▶ _Aim of the task_
The response must consist of all the records, retyped exactly.

▶ _Extracted data entries_
══════
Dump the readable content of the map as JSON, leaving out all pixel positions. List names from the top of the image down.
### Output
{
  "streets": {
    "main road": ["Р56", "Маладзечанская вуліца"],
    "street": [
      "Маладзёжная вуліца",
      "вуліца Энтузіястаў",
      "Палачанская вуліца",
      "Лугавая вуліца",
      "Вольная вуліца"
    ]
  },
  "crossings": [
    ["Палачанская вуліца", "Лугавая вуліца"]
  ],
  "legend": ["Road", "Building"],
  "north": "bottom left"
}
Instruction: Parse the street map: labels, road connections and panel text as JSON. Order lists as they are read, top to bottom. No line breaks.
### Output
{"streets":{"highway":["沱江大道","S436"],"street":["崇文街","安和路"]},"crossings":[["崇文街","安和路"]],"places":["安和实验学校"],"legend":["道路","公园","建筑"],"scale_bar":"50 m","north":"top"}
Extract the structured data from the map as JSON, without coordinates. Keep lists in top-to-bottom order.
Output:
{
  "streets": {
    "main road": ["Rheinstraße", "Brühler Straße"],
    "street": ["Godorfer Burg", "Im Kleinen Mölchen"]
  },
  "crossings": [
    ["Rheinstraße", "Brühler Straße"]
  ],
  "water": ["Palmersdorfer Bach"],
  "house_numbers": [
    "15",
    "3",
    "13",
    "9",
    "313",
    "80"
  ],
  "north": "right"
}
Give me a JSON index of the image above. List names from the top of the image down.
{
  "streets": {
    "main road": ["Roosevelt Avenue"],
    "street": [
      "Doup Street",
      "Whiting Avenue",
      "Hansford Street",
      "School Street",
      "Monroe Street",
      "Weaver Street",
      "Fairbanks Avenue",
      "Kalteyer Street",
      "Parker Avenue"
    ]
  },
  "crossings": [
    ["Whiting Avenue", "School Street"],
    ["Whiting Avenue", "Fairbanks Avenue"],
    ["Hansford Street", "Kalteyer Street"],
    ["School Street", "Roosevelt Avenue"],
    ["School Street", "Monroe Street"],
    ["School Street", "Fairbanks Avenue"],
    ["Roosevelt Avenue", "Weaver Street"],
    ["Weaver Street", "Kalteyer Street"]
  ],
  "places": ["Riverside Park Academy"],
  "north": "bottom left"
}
══════
▶ _Written answer_
Dump the readable content of the map as JSON, leaving out all pixel positions. List names from the top of the image down.
### Output
{
  "streets": {
    "main road": ["Р56", "Маладзечанская вуліца"],
    "street": [
      "Маладзёжная вуліца",
      "вуліца Энтузіястаў",
      "Палачанская вуліца",
      "Лугавая вуліца",
      "Вольная вуліца"
    ]
  },
  "crossings": [
    ["Палачанская вуліца", "Лугавая вуліца"]
  ],
  "legend": ["Road", "Building"],
  "north": "bottom left"
}
Instruction: Parse the street map: labels, road connections and panel text as JSON. Order lists as they are read, top to bottom. No line breaks.
### Output
{"streets":{"highway":["沱江大道","S436"],"street":["崇文街","安和路"]},"crossings":[["崇文街","安和路"]],"places":["安和实验学校"],"legend":["道路","公园","建筑"],"scale_bar":"50 m","north":"top"}
Extract the structured data from the map as JSON, without coordinates. Keep lists in top-to-bottom order.
Output:
{
  "streets": {
    "main road": ["Rheinstraße", "Brühler Straße"],
    "street": ["Godorfer Burg", "Im Kleinen Mölchen"]
  },
  "crossings": [
    ["Rheinstraße", "Brühler Straße"]
  ],
  "water": ["Palmersdorfer Bach"],
  "house_numbers": [
    "15",
    "3",
    "13",
    "9",
    "313",
    "80"
  ],
  "north": "right"
}
Give me a JSON index of the image above. List names from the top of the image down.
{
  "streets": {
    "main road": ["Roosevelt Avenue"],
    "street": [
      "Doup Street",
      "Whiting Avenue",
      "Hansford Street",
      "School Street",
      "Monroe Street",
      "Weaver Street",
      "Fairbanks Avenue",
      "Kalteyer Street",
      "Parker Avenue"
    ]
  },
  "crossings": [
    ["Whiting Avenue", "School Street"],
    ["Whiting Avenue", "Fairbanks Avenue"],
    ["Hansford Street", "Kalteyer Street"],
    ["School Street", "Roosevelt Avenue"],
    ["School Street", "Monroe Street"],
    ["School Street", "Fairbanks Avenue"],
    ["Roosevelt Avenue", "Weaver Street"],
    ["Weaver Street", "Kalteyer Street"]
  ],
  "places": ["Riverside Park Academy"],
  "north": "bottom left"
}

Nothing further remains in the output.